The complete listing goes into the output exactly, without its pictures.

*** Material supplied ***

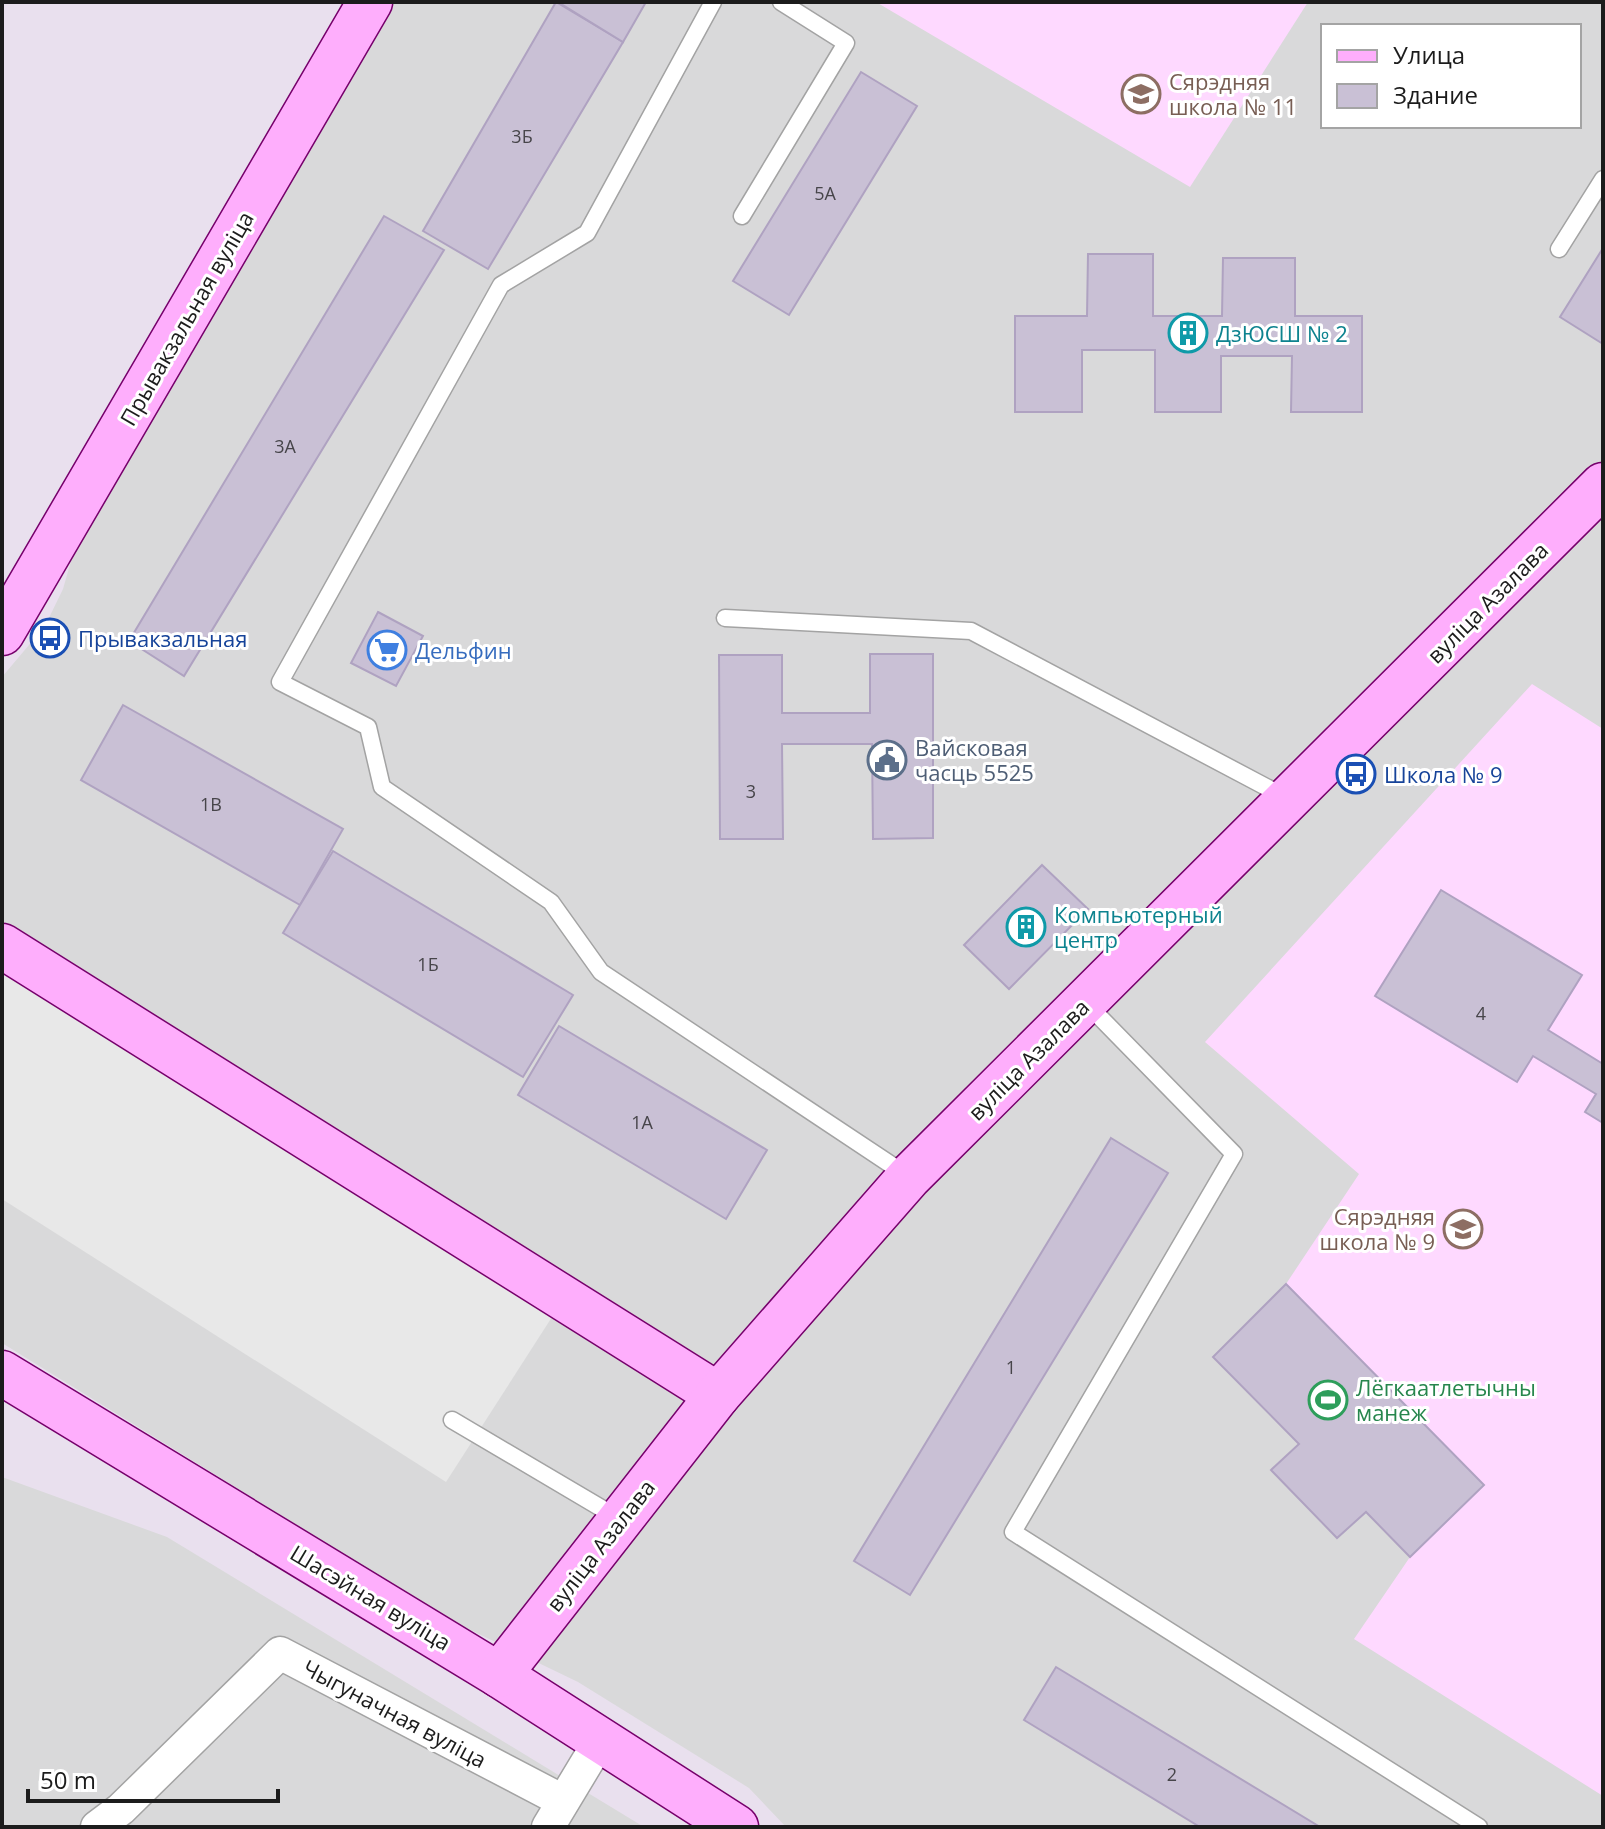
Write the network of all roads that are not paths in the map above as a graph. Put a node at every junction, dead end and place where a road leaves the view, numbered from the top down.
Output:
1 (370, 2) edge
2 (713, 2) edge
3 (781, 2) edge
4 (1603, 179) edge
5 (742, 216) dead end
6 (1559, 249) dead end
7 (1592, 503) edge
8 (725, 618) dead end
9 (2, 633) edge
10 (1290, 799) junction
11 (2, 946) edge
12 (1086, 1002) junction
13 (909, 1177) junction
14 (2, 1373) edge
15 (718, 1395) junction
16 (452, 1420) dead end
17 (619, 1519) junction
18 (499, 1675) junction
19 (601, 1739) junction
20 (556, 1814) edge
21 (97, 1827) edge
22 (736, 1827) edge
23 (1479, 1827) edge

1 - 9 street, Прывакзальная вуліца
2 - 13 lane
3 - 5 lane
4 - 6 lane
7 - 10 street, вуліца Азалава
8 - 10 lane
10 - 12 street, вуліца Азалава
11 - 15 street
12 - 13 street, вуліца Азалава
12 - 23 lane
13 - 15 street, вуліца Азалава
14 - 18 street, Шасэйная вуліца
15 - 17 street, вуліца Азалава
16 - 17 lane
17 - 18 street, вуліца Азалава
18 - 19 street, Шасэйная вуліца
19 - 20 street, Чыгуначная вуліца
19 - 22 street, Шасэйная вуліца
20 - 21 street, Чыгуначная вуліца

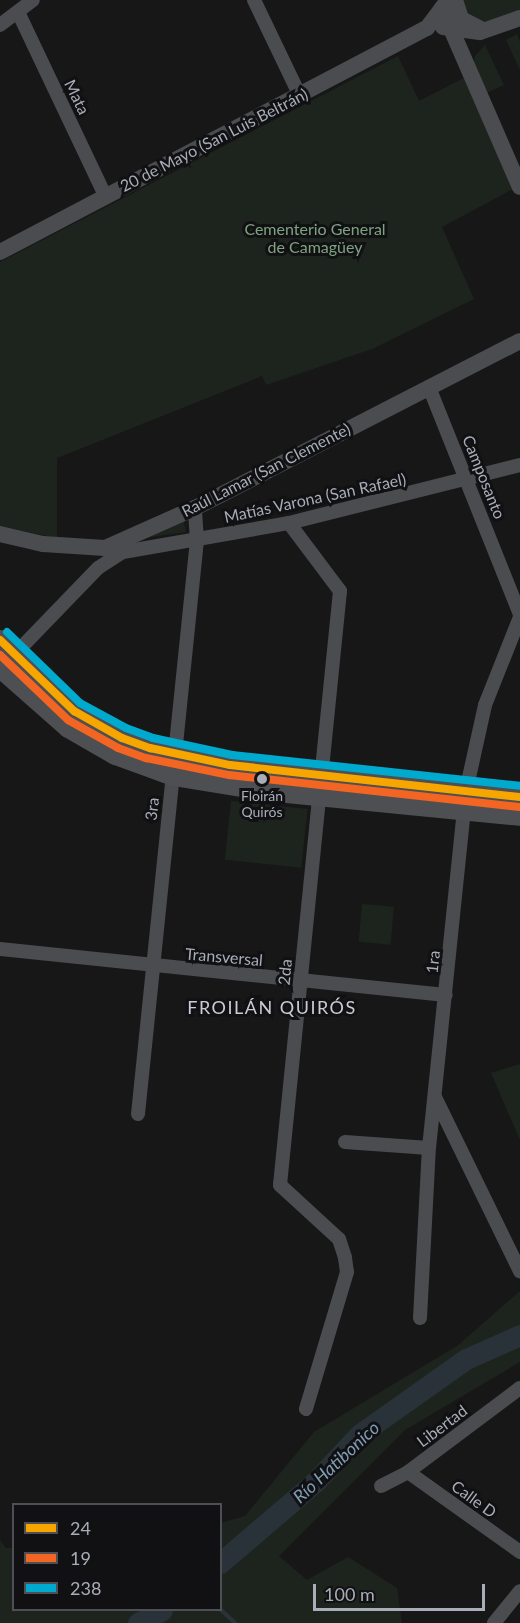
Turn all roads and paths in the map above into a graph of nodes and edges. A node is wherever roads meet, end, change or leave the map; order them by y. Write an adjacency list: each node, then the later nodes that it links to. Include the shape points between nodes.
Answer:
1 (33, 0): 4 (street)
2 (254, 0): 10 (street)
3 (446, 2): 7 (street, 20 de Mayo (San Luis Beltrán)); 8 (street, via 471,27); 9 (street)
4 (18, 12): 6 (street); 12 (street, Mata)
5 (520, 18): 8 (street, 20 de Mayo (San Luis Beltrán))
6 (0, 25)
7 (427, 28): 9 (street, 20 de Mayo (San Luis Beltrán)); 10 (street, 20 de Mayo (San Luis Beltrán))
8 (494, 29): 9 (street, 20 de Mayo (San Luis Beltrán))
9 (453, 31): 11 (street)
10 (300, 96): 12 (street, 20 de Mayo (San Luis Beltrán))
11 (520, 187)
12 (106, 196): 13 (street, 20 de Mayo (San Luis Beltrán))
13 (0, 252)
14 (520, 341): 15 (street, Raúl Lamar (San Clemente))
15 (429, 387): 17 (street, Camposanto); 18 (street, Raúl Lamar (San Clemente))
16 (520, 465): 17 (street, Matías Varona (San Rafael))
17 (469, 481): 19 (street, Matías Varona (San Rafael)); 25 (street, Camposanto)
18 (195, 508): 21 (street, 3ra); 22 (street, Raúl Lamar (San Clemente))
19 (289, 523): 21 (street, Matías Varona (San Rafael)); 28 (street, 2da, via 340,591)
20 (0, 534): 23 (street, Raúl Lamar (San Clemente))
21 (197, 540): 22 (street, Matías Varona (San Rafael)); 27 (street, 3ra)
22 (122, 546): 23 (street, Raúl Lamar (San Clemente)); 24 (street, Matías Varona (San Rafael))
23 (93, 549): 24 (street)
24 (98, 568): 26 (street, Matías Varona (San Rafael))
25 (520, 615): 30 (street, 1ra, via 485,705)
26 (4, 654): 27 (main road, via 68,727 115,754)
27 (174, 765): 28 (main road); 33 (street, 3ra)
28 (321, 786): 30 (main road); 34 (street, 2da)
29 (520, 797): 30 (main road)
30 (465, 800): 31 (main road); 35 (street, 1ra)
31 (520, 814)
32 (0, 949): 33 (street, Transversal)
33 (152, 967): 34 (street, Transversal); 37 (street, 3ra)
34 (301, 981): 35 (street, Transversal); 43 (street, 2da, via 280,1185 339,1239 346,1272)
35 (446, 995): 36 (street, 1ra)
36 (435, 1097): 39 (street, 1ra); 40 (street)
37 (138, 1114)
38 (345, 1142): 39 (street)
39 (429, 1148): 41 (street, 1ra)
40 (520, 1271)
41 (420, 1318)
42 (520, 1388): 44 (street, Libertad)
43 (306, 1409)
44 (408, 1472): 45 (street, Libertad); 46 (street, Calle D)
45 (381, 1486)
46 (520, 1552)
47 (520, 1591): 48 (street)
48 (494, 1623)

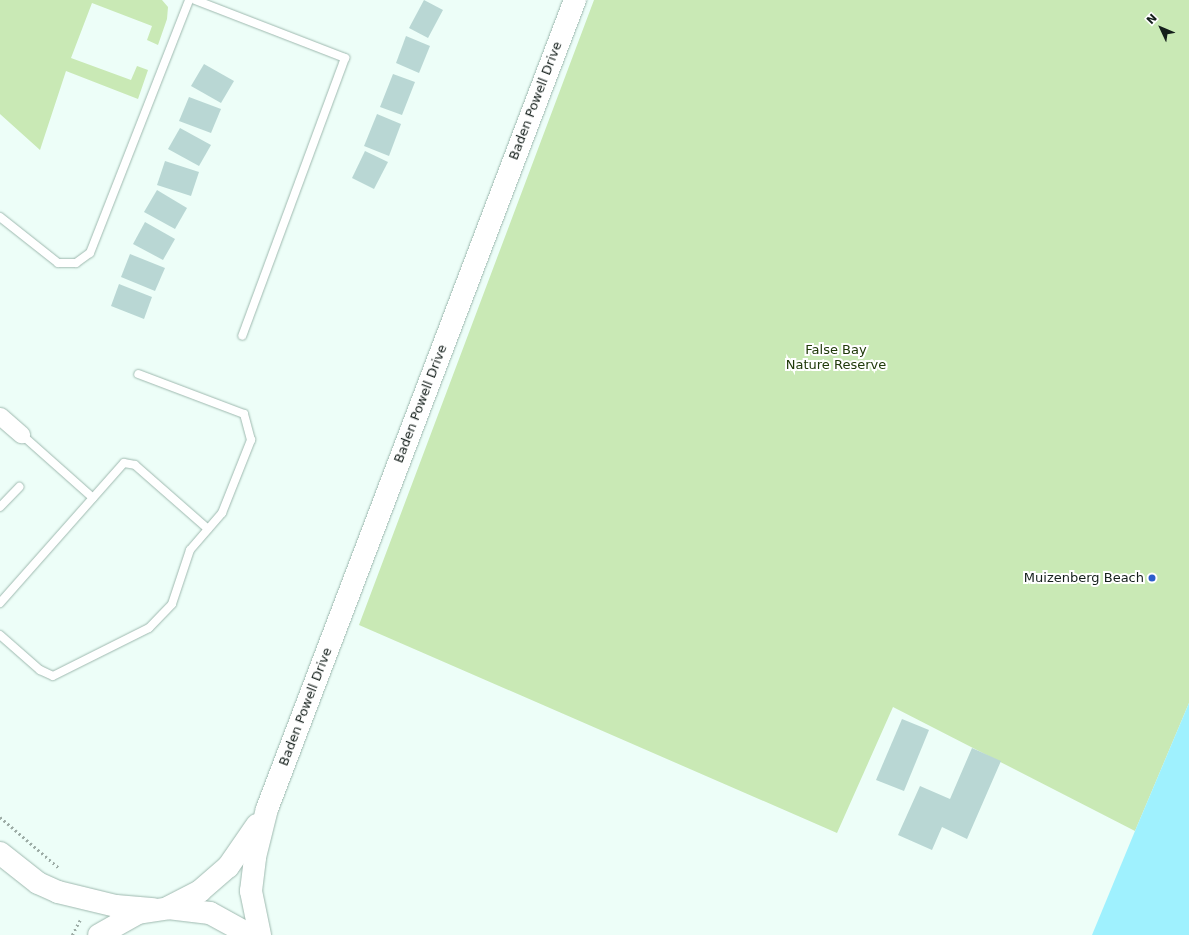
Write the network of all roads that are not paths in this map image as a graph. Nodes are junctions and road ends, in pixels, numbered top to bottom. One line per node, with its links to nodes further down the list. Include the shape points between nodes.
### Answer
1 (189, 0): 4 (lane, via 90,253 76,263 58,263)
2 (195, 0): 5 (lane, via 345,58)
3 (575, 0): 15 (main road, Baden Powell Drive)
4 (0, 216)
5 (242, 336)
6 (138, 374): 12 (lane, via 244,414 251,440 222,513)
7 (0, 416): 8 (street)
8 (21, 434): 10 (lane)
9 (18, 486): 11 (lane)
10 (93, 498): 12 (lane, via 120,465 132,463); 13 (lane)
11 (0, 507)
12 (208, 529): 14 (lane, via 190,550 165,616 149,628 62,674 53,676 40,670)
13 (0, 602)
14 (0, 635)
15 (267, 808): 17 (main road, Baden Powell Drive, via 228,867 200,891); 20 (main road, Baden Powell Drive, via 255,857 251,891)
16 (0, 853): 17 (main road, via 38,883 58,892 116,906)
17 (161, 908): 18 (main road, Baden Powell Drive, via 122,920); 19 (main road, via 210,913)
18 (99, 935)
19 (250, 935)
20 (260, 935)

*** End of Material supplied ***

_Exercise answer_
Write the network of all roads that are not paths in the map above as a graph. Put a node at every junction, dead end and place where a road leaves the view, numbered from the top down.
Output:
1 (370, 2) edge
2 (713, 2) edge
3 (781, 2) edge
4 (1603, 179) edge
5 (742, 216) dead end
6 (1559, 249) dead end
7 (1592, 503) edge
8 (725, 618) dead end
9 (2, 633) edge
10 (1290, 799) junction
11 (2, 946) edge
12 (1086, 1002) junction
13 (909, 1177) junction
14 (2, 1373) edge
15 (718, 1395) junction
16 (452, 1420) dead end
17 (619, 1519) junction
18 (499, 1675) junction
19 (601, 1739) junction
20 (556, 1814) edge
21 (97, 1827) edge
22 (736, 1827) edge
23 (1479, 1827) edge

1 - 9 street, Прывакзальная вуліца
2 - 13 lane
3 - 5 lane
4 - 6 lane
7 - 10 street, вуліца Азалава
8 - 10 lane
10 - 12 street, вуліца Азалава
11 - 15 street
12 - 13 street, вуліца Азалава
12 - 23 lane
13 - 15 street, вуліца Азалава
14 - 18 street, Шасэйная вуліца
15 - 17 street, вуліца Азалава
16 - 17 lane
17 - 18 street, вуліца Азалава
18 - 19 street, Шасэйная вуліца
19 - 20 street, Чыгуначная вуліца
19 - 22 street, Шасэйная вуліца
20 - 21 street, Чыгуначная вуліца

Turn all roads and paths in the map above into a graph of nodes and edges. A node is wherever roads meet, end, change or leave the map; order them by y. Write an adjacency list: each node, then the later nodes that it links to. Include the shape points between nodes.
Answer:
1 (33, 0): 4 (street)
2 (254, 0): 10 (street)
3 (446, 2): 7 (street, 20 de Mayo (San Luis Beltrán)); 8 (street, via 471,27); 9 (street)
4 (18, 12): 6 (street); 12 (street, Mata)
5 (520, 18): 8 (street, 20 de Mayo (San Luis Beltrán))
6 (0, 25)
7 (427, 28): 9 (street, 20 de Mayo (San Luis Beltrán)); 10 (street, 20 de Mayo (San Luis Beltrán))
8 (494, 29): 9 (street, 20 de Mayo (San Luis Beltrán))
9 (453, 31): 11 (street)
10 (300, 96): 12 (street, 20 de Mayo (San Luis Beltrán))
11 (520, 187)
12 (106, 196): 13 (street, 20 de Mayo (San Luis Beltrán))
13 (0, 252)
14 (520, 341): 15 (street, Raúl Lamar (San Clemente))
15 (429, 387): 17 (street, Camposanto); 18 (street, Raúl Lamar (San Clemente))
16 (520, 465): 17 (street, Matías Varona (San Rafael))
17 (469, 481): 19 (street, Matías Varona (San Rafael)); 25 (street, Camposanto)
18 (195, 508): 21 (street, 3ra); 22 (street, Raúl Lamar (San Clemente))
19 (289, 523): 21 (street, Matías Varona (San Rafael)); 28 (street, 2da, via 340,591)
20 (0, 534): 23 (street, Raúl Lamar (San Clemente))
21 (197, 540): 22 (street, Matías Varona (San Rafael)); 27 (street, 3ra)
22 (122, 546): 23 (street, Raúl Lamar (San Clemente)); 24 (street, Matías Varona (San Rafael))
23 (93, 549): 24 (street)
24 (98, 568): 26 (street, Matías Varona (San Rafael))
25 (520, 615): 30 (street, 1ra, via 485,705)
26 (4, 654): 27 (main road, via 68,727 115,754)
27 (174, 765): 28 (main road); 33 (street, 3ra)
28 (321, 786): 30 (main road); 34 (street, 2da)
29 (520, 797): 30 (main road)
30 (465, 800): 31 (main road); 35 (street, 1ra)
31 (520, 814)
32 (0, 949): 33 (street, Transversal)
33 (152, 967): 34 (street, Transversal); 37 (street, 3ra)
34 (301, 981): 35 (street, Transversal); 43 (street, 2da, via 280,1185 339,1239 346,1272)
35 (446, 995): 36 (street, 1ra)
36 (435, 1097): 39 (street, 1ra); 40 (street)
37 (138, 1114)
38 (345, 1142): 39 (street)
39 (429, 1148): 41 (street, 1ra)
40 (520, 1271)
41 (420, 1318)
42 (520, 1388): 44 (street, Libertad)
43 (306, 1409)
44 (408, 1472): 45 (street, Libertad); 46 (street, Calle D)
45 (381, 1486)
46 (520, 1552)
47 (520, 1591): 48 (street)
48 (494, 1623)

Write the network of all roads that are not paths in this map image as a graph. Nodes are junctions and road ends, in pixels, numbered top to bottom. One line per node, with its links to nodes further down the list. Include the shape points between nodes.
### Answer
1 (189, 0): 4 (lane, via 90,253 76,263 58,263)
2 (195, 0): 5 (lane, via 345,58)
3 (575, 0): 15 (main road, Baden Powell Drive)
4 (0, 216)
5 (242, 336)
6 (138, 374): 12 (lane, via 244,414 251,440 222,513)
7 (0, 416): 8 (street)
8 (21, 434): 10 (lane)
9 (18, 486): 11 (lane)
10 (93, 498): 12 (lane, via 120,465 132,463); 13 (lane)
11 (0, 507)
12 (208, 529): 14 (lane, via 190,550 165,616 149,628 62,674 53,676 40,670)
13 (0, 602)
14 (0, 635)
15 (267, 808): 17 (main road, Baden Powell Drive, via 228,867 200,891); 20 (main road, Baden Powell Drive, via 255,857 251,891)
16 (0, 853): 17 (main road, via 38,883 58,892 116,906)
17 (161, 908): 18 (main road, Baden Powell Drive, via 122,920); 19 (main road, via 210,913)
18 (99, 935)
19 (250, 935)
20 (260, 935)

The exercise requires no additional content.